▶ **Required action**
The whole answer is the data below, retyped exactly.
### Data extracts ###
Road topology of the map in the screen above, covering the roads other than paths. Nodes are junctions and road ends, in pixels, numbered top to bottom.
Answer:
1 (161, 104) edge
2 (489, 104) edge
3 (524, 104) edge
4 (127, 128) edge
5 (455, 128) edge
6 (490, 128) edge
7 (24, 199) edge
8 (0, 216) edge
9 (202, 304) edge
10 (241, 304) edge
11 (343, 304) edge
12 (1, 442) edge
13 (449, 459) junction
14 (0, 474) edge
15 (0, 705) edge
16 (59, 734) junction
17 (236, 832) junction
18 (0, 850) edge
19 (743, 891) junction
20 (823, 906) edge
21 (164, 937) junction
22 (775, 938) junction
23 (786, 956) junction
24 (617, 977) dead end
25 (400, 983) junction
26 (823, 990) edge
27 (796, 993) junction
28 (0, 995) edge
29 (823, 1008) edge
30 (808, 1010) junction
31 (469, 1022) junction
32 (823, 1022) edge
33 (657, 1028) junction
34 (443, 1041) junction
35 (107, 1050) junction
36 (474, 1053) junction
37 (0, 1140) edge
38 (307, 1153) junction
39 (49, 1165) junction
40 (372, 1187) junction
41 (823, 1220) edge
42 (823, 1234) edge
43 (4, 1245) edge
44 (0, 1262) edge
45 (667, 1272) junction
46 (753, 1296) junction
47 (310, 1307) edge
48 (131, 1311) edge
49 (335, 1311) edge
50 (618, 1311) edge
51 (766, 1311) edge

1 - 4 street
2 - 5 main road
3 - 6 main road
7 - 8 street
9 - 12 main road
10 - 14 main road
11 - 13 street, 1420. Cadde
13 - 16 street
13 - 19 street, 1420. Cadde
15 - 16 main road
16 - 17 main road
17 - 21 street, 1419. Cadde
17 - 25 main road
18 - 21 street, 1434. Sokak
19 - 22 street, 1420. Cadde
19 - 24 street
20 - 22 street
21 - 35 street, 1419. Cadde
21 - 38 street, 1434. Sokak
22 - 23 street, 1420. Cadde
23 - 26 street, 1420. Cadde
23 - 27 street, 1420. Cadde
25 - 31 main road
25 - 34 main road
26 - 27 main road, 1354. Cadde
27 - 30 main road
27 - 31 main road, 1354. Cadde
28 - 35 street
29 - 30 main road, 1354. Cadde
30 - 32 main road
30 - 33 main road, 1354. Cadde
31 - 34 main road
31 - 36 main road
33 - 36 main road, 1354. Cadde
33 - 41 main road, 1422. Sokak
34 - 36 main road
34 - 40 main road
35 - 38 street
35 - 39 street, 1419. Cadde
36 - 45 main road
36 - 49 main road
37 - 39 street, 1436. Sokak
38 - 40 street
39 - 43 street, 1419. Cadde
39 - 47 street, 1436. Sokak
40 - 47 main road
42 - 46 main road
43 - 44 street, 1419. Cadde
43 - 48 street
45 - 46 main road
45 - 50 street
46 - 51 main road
###
▶ **Solution to the problem**
Road topology of the map in the screen above, covering the roads other than paths. Nodes are junctions and road ends, in pixels, numbered top to bottom.
Answer:
1 (161, 104) edge
2 (489, 104) edge
3 (524, 104) edge
4 (127, 128) edge
5 (455, 128) edge
6 (490, 128) edge
7 (24, 199) edge
8 (0, 216) edge
9 (202, 304) edge
10 (241, 304) edge
11 (343, 304) edge
12 (1, 442) edge
13 (449, 459) junction
14 (0, 474) edge
15 (0, 705) edge
16 (59, 734) junction
17 (236, 832) junction
18 (0, 850) edge
19 (743, 891) junction
20 (823, 906) edge
21 (164, 937) junction
22 (775, 938) junction
23 (786, 956) junction
24 (617, 977) dead end
25 (400, 983) junction
26 (823, 990) edge
27 (796, 993) junction
28 (0, 995) edge
29 (823, 1008) edge
30 (808, 1010) junction
31 (469, 1022) junction
32 (823, 1022) edge
33 (657, 1028) junction
34 (443, 1041) junction
35 (107, 1050) junction
36 (474, 1053) junction
37 (0, 1140) edge
38 (307, 1153) junction
39 (49, 1165) junction
40 (372, 1187) junction
41 (823, 1220) edge
42 (823, 1234) edge
43 (4, 1245) edge
44 (0, 1262) edge
45 (667, 1272) junction
46 (753, 1296) junction
47 (310, 1307) edge
48 (131, 1311) edge
49 (335, 1311) edge
50 (618, 1311) edge
51 (766, 1311) edge

1 - 4 street
2 - 5 main road
3 - 6 main road
7 - 8 street
9 - 12 main road
10 - 14 main road
11 - 13 street, 1420. Cadde
13 - 16 street
13 - 19 street, 1420. Cadde
15 - 16 main road
16 - 17 main road
17 - 21 street, 1419. Cadde
17 - 25 main road
18 - 21 street, 1434. Sokak
19 - 22 street, 1420. Cadde
19 - 24 street
20 - 22 street
21 - 35 street, 1419. Cadde
21 - 38 street, 1434. Sokak
22 - 23 street, 1420. Cadde
23 - 26 street, 1420. Cadde
23 - 27 street, 1420. Cadde
25 - 31 main road
25 - 34 main road
26 - 27 main road, 1354. Cadde
27 - 30 main road
27 - 31 main road, 1354. Cadde
28 - 35 street
29 - 30 main road, 1354. Cadde
30 - 32 main road
30 - 33 main road, 1354. Cadde
31 - 34 main road
31 - 36 main road
33 - 36 main road, 1354. Cadde
33 - 41 main road, 1422. Sokak
34 - 36 main road
34 - 40 main road
35 - 38 street
35 - 39 street, 1419. Cadde
36 - 45 main road
36 - 49 main road
37 - 39 street, 1436. Sokak
38 - 40 street
39 - 43 street, 1419. Cadde
39 - 47 street, 1436. Sokak
40 - 47 main road
42 - 46 main road
43 - 44 street, 1419. Cadde
43 - 48 street
45 - 46 main road
45 - 50 street
46 - 51 main road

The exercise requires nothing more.